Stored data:
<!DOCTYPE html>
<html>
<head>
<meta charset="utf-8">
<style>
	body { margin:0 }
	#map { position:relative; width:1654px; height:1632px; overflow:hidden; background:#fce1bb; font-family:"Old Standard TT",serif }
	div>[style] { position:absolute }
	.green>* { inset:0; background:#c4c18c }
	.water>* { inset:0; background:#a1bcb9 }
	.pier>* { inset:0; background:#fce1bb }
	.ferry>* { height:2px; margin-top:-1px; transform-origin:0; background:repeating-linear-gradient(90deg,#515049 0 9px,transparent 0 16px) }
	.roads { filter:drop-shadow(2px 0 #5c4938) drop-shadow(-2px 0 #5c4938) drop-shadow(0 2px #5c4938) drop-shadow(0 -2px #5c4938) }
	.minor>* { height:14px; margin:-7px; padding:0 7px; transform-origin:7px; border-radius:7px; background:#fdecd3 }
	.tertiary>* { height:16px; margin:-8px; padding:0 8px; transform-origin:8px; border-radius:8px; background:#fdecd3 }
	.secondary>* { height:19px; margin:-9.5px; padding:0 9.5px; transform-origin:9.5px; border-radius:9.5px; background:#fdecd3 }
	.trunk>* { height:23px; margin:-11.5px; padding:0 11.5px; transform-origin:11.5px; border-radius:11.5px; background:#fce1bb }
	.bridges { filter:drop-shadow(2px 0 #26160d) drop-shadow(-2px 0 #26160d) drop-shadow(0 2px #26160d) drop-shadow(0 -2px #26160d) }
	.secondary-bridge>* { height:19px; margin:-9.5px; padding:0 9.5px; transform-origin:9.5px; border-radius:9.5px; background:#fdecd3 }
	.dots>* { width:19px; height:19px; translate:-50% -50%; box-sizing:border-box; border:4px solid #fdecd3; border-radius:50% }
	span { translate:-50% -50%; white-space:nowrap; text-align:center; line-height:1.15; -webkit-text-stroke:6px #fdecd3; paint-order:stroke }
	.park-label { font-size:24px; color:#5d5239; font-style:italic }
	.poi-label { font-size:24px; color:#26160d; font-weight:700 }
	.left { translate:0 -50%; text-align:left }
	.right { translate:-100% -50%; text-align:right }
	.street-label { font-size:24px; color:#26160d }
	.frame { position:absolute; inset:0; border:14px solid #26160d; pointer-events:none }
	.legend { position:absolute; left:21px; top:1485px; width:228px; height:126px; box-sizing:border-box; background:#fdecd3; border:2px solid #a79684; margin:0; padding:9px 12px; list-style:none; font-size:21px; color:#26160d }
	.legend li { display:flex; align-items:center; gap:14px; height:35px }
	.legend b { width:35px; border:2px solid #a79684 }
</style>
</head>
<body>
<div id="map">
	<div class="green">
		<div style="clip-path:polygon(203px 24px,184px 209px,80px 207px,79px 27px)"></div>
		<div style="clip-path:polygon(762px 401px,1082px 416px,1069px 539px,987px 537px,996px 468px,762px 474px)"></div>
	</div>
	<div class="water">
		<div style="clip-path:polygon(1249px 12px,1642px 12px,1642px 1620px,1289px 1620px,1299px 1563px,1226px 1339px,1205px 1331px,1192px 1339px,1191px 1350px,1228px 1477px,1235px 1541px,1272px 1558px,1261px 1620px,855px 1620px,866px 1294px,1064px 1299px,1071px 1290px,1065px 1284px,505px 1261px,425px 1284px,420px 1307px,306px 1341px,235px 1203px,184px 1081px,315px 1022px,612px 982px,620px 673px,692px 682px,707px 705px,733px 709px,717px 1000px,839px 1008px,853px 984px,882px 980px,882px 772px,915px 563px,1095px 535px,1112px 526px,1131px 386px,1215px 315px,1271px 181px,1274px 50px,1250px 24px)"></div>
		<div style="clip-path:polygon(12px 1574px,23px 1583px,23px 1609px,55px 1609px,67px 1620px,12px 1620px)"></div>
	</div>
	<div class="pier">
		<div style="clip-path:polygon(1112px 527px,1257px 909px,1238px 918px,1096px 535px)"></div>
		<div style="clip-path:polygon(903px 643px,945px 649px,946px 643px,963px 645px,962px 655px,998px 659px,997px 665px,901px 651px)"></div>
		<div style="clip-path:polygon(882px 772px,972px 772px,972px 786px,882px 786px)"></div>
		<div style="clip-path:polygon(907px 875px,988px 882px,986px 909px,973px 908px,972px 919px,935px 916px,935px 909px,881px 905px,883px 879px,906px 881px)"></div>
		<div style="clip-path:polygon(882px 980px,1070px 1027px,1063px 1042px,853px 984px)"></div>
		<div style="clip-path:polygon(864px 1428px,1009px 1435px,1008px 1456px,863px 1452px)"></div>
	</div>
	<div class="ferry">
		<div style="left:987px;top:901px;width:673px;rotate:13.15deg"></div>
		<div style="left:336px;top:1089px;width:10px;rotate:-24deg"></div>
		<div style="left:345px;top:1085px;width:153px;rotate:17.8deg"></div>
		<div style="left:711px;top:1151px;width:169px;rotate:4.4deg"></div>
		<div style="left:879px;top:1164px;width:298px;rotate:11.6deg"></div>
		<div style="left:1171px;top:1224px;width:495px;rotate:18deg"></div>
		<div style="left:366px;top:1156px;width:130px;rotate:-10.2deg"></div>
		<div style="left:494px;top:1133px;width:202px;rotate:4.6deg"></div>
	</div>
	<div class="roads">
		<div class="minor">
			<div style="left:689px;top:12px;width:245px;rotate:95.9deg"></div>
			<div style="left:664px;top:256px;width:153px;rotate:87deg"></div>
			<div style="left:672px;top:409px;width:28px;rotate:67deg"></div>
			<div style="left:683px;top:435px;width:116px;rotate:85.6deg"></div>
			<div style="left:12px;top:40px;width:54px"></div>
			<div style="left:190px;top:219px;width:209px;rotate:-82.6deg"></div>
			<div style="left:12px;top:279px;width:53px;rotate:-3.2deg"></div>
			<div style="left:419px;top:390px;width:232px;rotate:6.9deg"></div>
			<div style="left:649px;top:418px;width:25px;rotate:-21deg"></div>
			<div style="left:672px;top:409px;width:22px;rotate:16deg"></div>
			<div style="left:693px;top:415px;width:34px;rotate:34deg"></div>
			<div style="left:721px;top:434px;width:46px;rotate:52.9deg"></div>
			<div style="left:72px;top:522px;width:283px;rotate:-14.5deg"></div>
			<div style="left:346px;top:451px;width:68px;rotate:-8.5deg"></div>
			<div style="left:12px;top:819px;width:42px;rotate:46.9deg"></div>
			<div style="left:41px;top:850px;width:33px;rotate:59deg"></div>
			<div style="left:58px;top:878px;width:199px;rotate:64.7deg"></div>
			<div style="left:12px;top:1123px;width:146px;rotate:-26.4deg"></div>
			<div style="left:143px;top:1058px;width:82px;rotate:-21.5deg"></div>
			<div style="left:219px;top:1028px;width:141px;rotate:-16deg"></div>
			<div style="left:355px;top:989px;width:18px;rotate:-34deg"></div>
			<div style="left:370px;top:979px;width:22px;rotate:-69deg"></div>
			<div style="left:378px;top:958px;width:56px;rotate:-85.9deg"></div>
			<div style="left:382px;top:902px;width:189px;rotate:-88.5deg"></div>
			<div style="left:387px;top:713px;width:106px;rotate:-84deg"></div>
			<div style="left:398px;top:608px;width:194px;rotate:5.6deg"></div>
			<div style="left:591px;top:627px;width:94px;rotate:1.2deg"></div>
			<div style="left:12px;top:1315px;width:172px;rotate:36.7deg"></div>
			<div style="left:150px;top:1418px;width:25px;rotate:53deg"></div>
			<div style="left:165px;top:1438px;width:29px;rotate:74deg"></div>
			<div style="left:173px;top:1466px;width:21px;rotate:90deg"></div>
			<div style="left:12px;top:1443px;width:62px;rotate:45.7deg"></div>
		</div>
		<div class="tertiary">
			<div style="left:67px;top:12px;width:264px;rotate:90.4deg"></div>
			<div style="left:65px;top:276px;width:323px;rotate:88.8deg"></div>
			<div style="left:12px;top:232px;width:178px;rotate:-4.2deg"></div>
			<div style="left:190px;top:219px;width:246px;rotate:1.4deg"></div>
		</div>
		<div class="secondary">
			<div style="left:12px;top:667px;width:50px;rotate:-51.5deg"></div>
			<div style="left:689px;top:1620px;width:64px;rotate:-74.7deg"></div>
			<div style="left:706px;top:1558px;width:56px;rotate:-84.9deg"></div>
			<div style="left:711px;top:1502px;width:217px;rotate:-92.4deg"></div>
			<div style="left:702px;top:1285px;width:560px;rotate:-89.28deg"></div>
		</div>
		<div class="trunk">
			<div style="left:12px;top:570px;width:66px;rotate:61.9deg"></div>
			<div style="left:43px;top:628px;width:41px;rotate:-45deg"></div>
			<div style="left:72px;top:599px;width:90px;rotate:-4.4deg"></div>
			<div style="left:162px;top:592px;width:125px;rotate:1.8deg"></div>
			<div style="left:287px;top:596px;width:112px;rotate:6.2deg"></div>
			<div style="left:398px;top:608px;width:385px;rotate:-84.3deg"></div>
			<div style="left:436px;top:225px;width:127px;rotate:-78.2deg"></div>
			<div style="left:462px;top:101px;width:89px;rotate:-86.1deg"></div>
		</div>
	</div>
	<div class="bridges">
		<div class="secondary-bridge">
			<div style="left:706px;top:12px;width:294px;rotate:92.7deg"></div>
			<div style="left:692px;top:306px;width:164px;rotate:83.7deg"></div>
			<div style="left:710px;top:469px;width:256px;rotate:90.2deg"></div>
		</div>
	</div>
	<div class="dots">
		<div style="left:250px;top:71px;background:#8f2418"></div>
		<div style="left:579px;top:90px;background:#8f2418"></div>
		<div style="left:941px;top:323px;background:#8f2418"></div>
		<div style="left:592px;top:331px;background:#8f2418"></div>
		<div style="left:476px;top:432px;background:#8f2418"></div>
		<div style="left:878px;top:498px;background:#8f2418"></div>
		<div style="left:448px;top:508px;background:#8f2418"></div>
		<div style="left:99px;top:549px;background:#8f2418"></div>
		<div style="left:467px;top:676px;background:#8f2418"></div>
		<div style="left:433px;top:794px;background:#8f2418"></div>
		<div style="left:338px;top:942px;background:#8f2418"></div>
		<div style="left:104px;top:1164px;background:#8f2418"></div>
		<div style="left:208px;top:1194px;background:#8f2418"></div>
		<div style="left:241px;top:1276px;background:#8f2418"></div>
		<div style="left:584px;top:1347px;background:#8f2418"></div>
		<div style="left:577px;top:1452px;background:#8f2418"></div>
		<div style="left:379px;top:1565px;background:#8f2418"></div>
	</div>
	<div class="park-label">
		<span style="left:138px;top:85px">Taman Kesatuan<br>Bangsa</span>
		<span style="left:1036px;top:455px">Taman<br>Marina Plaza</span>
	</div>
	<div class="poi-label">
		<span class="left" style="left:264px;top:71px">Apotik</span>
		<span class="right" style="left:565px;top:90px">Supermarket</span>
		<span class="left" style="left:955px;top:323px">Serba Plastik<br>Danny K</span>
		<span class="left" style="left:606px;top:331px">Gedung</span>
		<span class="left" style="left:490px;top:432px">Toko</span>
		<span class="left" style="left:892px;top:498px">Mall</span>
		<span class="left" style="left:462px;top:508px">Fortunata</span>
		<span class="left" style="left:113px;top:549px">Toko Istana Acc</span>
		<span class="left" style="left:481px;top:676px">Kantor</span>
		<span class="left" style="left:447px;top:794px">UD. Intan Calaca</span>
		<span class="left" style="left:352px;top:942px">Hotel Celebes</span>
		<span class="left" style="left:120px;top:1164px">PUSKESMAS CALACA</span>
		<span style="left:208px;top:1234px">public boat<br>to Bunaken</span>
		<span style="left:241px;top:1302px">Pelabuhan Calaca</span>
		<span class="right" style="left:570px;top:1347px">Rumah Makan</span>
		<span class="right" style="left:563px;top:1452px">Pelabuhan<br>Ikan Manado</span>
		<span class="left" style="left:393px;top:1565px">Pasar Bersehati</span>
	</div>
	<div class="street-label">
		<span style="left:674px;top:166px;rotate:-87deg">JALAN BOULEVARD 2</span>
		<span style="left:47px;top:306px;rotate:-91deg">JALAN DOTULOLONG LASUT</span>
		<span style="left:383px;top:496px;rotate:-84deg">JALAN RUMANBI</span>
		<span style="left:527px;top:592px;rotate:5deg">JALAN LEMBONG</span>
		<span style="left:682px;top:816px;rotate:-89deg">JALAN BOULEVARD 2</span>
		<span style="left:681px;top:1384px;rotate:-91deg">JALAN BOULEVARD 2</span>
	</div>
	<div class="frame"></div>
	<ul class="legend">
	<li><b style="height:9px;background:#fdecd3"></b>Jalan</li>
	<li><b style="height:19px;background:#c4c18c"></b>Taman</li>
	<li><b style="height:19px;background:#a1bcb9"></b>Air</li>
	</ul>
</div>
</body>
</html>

# EXERCISE GOAL
Give again, exactly as written, the lines running from the first line of the data above through the line that contains "height:23px; margin:-11.5px; padding:0".

# EXERCISE OUTPUT
<!DOCTYPE html>
<html>
<head>
<meta charset="utf-8">
<style>
	body { margin:0 }
	#map { position:relative; width:1654px; height:1632px; overflow:hidden; background:#fce1bb; font-family:"Old Standard TT",serif }
	div>[style] { position:absolute }
	.green>* { inset:0; background:#c4c18c }
	.water>* { inset:0; background:#a1bcb9 }
	.pier>* { inset:0; background:#fce1bb }
	.ferry>* { height:2px; margin-top:-1px; transform-origin:0; background:repeating-linear-gradient(90deg,#515049 0 9px,transparent 0 16px) }
	.roads { filter:drop-shadow(2px 0 #5c4938) drop-shadow(-2px 0 #5c4938) drop-shadow(0 2px #5c4938) drop-shadow(0 -2px #5c4938) }
	.minor>* { height:14px; margin:-7px; padding:0 7px; transform-origin:7px; border-radius:7px; background:#fdecd3 }
	.tertiary>* { height:16px; margin:-8px; padding:0 8px; transform-origin:8px; border-radius:8px; background:#fdecd3 }
	.secondary>* { height:19px; margin:-9.5px; padding:0 9.5px; transform-origin:9.5px; border-radius:9.5px; background:#fdecd3 }
	.trunk>* { height:23px; margin:-11.5px; padding:0 11.5px; transform-origin:11.5px; border-radius:11.5px; background:#fce1bb }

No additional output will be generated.